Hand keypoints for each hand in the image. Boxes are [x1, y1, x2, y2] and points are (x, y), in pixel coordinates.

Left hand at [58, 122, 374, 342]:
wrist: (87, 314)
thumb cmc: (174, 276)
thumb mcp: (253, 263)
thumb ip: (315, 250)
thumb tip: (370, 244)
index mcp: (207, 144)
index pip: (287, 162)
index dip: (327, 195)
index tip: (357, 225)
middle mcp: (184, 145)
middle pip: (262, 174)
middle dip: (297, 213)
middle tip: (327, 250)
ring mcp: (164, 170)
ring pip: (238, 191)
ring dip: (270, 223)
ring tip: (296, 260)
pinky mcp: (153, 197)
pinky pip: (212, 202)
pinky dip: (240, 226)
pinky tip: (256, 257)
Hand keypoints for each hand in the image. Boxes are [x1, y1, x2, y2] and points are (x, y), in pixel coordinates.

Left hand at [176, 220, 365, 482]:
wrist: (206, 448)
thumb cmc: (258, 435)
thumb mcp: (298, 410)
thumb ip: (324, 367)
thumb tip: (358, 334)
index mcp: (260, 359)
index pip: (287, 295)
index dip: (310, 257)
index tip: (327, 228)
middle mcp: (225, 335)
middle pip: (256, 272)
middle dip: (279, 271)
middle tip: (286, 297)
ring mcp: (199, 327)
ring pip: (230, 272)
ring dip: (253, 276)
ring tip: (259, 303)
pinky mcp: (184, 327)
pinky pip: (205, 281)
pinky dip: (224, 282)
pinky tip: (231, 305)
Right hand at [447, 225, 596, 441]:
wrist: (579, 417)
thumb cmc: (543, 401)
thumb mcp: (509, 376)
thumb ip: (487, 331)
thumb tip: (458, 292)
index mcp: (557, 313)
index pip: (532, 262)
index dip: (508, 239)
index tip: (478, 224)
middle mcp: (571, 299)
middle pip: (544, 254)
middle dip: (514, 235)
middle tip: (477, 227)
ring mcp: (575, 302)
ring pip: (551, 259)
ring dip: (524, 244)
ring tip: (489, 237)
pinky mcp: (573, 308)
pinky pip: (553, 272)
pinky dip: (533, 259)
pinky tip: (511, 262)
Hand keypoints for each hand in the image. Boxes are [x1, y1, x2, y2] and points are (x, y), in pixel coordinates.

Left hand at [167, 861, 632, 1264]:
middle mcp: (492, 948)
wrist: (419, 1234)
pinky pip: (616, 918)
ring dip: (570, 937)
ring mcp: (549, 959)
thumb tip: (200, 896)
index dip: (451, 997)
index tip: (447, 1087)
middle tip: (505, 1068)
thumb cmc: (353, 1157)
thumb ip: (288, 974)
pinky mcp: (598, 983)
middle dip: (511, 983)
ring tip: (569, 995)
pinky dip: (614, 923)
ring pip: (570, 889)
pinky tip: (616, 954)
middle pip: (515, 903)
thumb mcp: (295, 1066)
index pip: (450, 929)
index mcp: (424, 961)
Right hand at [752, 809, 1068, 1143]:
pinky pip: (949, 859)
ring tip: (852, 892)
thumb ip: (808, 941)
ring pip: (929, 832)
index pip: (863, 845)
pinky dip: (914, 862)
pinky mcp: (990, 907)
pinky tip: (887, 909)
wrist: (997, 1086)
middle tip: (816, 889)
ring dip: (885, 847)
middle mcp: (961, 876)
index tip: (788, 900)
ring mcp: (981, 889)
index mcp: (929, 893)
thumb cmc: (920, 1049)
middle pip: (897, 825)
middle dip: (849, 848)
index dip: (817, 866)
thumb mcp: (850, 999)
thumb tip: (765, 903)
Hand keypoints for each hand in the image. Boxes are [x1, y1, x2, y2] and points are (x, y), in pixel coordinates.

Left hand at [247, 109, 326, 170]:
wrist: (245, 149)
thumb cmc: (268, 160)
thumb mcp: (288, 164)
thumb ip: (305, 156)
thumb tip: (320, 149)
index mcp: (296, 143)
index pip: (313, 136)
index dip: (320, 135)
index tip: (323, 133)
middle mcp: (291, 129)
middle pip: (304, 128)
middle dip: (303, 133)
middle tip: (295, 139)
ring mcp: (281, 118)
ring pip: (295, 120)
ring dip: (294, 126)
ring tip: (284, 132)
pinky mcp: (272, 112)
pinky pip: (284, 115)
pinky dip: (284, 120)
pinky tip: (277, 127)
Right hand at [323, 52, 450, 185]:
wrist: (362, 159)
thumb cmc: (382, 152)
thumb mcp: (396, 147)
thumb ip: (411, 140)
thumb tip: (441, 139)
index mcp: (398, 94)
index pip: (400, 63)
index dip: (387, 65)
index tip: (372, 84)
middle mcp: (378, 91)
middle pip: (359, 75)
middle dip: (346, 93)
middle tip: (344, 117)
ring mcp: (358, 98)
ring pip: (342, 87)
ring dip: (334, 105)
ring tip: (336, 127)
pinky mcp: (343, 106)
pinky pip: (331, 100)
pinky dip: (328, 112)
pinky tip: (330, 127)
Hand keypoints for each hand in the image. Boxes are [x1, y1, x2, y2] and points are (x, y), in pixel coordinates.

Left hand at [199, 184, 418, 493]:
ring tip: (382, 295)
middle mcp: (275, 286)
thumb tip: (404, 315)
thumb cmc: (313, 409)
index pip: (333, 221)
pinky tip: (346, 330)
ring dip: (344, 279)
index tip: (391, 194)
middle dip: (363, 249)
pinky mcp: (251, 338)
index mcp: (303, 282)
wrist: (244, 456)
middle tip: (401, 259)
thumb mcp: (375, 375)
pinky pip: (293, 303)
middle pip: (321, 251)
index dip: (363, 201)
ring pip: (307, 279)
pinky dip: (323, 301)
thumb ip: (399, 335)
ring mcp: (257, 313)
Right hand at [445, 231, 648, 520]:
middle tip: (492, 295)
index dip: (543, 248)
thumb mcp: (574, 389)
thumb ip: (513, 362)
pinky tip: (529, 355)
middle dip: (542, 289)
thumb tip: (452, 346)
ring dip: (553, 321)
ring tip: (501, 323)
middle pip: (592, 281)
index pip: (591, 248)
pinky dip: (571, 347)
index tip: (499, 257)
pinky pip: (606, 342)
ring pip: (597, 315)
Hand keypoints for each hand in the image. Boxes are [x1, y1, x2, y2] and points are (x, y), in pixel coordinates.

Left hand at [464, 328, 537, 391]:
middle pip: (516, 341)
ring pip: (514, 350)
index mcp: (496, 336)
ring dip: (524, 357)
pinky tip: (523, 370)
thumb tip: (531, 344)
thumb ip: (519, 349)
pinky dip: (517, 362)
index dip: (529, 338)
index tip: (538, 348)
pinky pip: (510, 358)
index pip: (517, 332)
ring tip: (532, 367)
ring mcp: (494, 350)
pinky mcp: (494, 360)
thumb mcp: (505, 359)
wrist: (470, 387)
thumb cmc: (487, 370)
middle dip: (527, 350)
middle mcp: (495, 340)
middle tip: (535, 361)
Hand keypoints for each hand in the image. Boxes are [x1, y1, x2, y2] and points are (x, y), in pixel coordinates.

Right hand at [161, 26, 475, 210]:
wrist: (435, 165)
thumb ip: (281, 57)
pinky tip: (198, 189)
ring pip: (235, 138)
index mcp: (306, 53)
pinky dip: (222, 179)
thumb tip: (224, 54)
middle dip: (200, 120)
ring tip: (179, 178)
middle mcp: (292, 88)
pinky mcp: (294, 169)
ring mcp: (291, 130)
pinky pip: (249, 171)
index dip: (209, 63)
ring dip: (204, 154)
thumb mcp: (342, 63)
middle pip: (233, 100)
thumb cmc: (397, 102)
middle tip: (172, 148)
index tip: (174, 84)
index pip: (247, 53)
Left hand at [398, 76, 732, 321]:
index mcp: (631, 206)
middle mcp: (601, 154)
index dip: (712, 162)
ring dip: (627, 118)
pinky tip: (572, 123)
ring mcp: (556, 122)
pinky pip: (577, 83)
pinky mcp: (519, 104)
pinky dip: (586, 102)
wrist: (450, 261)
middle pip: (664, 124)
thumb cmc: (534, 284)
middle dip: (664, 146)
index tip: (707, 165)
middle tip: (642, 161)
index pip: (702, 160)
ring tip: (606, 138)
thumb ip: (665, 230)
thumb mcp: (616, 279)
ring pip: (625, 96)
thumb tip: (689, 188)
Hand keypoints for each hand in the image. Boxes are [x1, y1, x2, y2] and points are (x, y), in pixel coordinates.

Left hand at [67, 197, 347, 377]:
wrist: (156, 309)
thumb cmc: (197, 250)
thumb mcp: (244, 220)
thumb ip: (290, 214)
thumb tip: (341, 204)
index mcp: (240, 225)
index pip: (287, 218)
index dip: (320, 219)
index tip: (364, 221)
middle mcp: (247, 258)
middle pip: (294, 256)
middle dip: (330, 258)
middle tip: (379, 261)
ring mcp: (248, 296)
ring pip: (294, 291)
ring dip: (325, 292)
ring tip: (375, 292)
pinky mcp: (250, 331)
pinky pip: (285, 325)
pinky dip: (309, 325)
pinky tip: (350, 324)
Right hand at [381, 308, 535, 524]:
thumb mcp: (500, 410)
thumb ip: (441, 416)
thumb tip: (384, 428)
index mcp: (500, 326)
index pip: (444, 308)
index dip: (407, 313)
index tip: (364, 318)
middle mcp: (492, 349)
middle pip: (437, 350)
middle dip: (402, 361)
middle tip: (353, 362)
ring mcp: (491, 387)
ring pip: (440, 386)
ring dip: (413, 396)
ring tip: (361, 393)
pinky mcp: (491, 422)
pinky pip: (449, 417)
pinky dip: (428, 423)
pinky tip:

★ ★ ★ ★ ★ ★ ★

= Assignment =
All lines that hold the word "Right" should be copied from the data.

= Result below =
Right hand at [447, 225, 596, 441]:
Right hand at [752, 809, 1068, 1143]:
Right hand at [323, 52, 450, 185]:
Right hand at [445, 231, 648, 520]:
Right hand at [161, 26, 475, 210]:
Right hand at [381, 308, 535, 524]:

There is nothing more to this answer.